▶ [WORK INSTRUCTIONS]
Each line holding the string "Right" is to be copied from the data.
[[ MATERIALS PROVIDED, beginning ]]
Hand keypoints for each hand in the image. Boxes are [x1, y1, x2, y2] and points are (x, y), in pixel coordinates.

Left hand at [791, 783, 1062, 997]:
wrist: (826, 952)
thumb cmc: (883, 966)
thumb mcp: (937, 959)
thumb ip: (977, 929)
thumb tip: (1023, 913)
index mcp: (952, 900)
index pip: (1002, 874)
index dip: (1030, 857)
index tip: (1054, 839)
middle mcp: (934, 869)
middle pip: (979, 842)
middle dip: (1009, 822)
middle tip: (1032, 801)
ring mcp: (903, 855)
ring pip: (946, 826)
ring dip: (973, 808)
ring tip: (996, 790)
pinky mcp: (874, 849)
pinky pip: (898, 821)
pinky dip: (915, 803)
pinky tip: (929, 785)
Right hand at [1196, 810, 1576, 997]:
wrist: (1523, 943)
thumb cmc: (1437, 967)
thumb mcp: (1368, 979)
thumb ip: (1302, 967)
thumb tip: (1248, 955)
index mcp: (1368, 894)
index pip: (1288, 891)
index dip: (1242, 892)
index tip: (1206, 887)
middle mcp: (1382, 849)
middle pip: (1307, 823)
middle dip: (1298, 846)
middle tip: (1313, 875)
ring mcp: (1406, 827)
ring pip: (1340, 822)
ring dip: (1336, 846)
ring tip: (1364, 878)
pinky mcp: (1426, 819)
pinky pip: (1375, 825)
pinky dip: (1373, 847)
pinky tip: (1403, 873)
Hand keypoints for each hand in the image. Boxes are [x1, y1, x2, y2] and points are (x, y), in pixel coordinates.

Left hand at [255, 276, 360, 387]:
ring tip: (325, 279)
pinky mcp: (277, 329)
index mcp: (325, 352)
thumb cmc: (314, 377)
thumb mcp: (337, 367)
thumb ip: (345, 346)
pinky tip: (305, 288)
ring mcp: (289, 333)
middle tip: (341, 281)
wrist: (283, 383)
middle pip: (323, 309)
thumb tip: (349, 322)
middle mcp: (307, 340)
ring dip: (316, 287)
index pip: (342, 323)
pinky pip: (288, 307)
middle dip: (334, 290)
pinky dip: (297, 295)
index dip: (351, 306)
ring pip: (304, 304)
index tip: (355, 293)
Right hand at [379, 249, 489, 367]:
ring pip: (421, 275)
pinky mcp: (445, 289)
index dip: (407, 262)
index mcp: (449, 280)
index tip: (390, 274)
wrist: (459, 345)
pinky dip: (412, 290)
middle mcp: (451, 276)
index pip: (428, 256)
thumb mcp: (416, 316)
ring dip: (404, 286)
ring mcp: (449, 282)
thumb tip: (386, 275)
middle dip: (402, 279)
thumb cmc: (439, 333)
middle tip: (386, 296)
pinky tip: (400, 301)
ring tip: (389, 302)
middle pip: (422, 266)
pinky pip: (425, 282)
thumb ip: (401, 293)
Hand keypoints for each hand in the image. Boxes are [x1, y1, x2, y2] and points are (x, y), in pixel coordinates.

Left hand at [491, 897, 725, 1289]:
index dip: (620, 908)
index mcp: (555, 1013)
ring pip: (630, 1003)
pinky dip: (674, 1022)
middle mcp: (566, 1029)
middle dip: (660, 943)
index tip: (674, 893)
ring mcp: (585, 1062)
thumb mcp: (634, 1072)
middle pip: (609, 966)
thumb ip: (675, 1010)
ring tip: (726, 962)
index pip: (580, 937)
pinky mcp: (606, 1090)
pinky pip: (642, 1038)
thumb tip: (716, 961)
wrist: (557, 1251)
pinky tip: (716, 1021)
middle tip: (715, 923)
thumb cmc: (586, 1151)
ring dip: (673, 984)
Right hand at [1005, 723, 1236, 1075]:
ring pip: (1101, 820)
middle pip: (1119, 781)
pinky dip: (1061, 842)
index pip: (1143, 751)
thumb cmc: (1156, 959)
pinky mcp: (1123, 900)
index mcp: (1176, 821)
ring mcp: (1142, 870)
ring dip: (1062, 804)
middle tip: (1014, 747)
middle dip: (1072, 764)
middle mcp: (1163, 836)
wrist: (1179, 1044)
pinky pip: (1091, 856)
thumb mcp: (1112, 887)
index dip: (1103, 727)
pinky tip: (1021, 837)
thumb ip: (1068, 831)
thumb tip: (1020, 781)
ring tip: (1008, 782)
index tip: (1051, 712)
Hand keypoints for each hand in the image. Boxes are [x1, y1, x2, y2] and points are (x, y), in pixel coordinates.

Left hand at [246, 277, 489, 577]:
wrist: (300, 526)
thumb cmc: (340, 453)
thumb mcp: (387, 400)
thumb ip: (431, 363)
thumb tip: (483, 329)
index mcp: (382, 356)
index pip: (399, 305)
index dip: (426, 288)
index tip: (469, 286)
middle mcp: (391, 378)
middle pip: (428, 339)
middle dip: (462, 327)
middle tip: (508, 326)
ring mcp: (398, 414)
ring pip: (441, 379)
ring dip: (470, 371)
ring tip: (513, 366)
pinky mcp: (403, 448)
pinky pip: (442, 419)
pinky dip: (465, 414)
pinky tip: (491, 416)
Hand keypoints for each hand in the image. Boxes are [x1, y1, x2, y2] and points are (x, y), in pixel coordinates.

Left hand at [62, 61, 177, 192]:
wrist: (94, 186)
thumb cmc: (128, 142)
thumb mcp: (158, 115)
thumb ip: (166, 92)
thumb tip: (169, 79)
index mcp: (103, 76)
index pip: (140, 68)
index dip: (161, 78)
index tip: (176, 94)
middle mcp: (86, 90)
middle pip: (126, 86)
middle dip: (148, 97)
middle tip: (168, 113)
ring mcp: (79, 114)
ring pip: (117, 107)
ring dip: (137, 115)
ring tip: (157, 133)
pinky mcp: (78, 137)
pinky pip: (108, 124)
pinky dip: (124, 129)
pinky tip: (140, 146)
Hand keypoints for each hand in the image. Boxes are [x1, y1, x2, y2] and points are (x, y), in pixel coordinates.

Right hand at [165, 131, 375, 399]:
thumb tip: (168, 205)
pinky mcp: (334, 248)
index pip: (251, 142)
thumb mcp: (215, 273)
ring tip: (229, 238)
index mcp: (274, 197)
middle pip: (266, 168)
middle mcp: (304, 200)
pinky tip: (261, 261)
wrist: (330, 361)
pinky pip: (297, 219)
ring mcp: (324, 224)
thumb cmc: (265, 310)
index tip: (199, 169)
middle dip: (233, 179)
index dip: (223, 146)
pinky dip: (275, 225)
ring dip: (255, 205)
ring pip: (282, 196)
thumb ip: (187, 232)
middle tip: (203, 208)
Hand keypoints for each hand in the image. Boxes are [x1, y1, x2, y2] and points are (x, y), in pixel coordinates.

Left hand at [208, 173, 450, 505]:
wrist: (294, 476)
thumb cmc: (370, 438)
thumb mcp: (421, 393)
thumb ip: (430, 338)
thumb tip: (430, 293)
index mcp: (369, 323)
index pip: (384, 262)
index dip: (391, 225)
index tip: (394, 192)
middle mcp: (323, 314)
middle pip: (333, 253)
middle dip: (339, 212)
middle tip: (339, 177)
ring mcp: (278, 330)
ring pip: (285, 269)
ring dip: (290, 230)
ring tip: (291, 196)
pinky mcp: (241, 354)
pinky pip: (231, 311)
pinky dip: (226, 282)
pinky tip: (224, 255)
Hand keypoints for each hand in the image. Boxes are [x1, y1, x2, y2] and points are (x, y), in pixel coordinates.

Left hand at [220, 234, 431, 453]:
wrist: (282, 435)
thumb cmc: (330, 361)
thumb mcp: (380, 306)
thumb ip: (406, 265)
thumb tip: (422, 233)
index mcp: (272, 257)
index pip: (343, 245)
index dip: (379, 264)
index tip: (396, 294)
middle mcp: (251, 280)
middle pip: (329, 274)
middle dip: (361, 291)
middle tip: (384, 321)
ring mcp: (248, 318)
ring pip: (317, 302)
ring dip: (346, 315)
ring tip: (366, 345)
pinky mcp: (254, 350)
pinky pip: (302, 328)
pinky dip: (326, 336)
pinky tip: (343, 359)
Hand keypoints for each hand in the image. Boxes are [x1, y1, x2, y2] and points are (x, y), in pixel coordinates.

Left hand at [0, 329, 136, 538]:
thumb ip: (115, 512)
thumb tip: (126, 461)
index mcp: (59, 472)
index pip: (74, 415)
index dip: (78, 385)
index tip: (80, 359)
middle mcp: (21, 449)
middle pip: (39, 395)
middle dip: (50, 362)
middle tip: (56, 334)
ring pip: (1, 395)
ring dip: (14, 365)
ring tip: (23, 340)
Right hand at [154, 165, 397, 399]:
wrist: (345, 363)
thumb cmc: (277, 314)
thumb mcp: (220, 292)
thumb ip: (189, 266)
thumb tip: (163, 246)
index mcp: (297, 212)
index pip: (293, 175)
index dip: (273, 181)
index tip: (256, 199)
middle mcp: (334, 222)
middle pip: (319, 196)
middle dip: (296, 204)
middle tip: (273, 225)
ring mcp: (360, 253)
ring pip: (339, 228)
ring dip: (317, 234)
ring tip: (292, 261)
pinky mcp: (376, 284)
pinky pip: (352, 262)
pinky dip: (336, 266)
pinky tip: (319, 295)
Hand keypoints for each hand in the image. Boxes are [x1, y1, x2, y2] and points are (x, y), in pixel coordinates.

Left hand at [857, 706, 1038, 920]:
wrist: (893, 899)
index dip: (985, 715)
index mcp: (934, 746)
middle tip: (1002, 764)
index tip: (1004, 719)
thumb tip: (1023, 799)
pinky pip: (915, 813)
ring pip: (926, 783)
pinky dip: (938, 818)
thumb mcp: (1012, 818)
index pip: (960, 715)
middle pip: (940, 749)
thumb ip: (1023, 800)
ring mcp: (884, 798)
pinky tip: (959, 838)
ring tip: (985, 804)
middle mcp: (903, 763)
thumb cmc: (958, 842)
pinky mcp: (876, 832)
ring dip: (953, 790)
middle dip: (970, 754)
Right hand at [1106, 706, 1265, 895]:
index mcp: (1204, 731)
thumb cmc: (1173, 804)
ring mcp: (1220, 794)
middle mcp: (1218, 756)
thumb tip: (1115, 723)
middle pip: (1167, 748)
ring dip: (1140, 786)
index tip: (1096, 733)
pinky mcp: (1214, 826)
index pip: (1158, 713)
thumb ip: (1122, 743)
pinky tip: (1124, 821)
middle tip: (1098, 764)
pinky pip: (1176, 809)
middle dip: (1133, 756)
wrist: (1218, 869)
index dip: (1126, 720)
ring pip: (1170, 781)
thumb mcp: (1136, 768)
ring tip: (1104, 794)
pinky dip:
[[ MATERIALS PROVIDED, end ]]
▶ [EXERCISE SOLUTION]
Right hand at [1196, 810, 1576, 997]:
Right hand at [379, 249, 489, 367]:
Right hand at [1005, 723, 1236, 1075]:
Right hand at [165, 131, 375, 399]:
Right hand at [154, 165, 397, 399]:
Right hand at [1106, 706, 1265, 895]:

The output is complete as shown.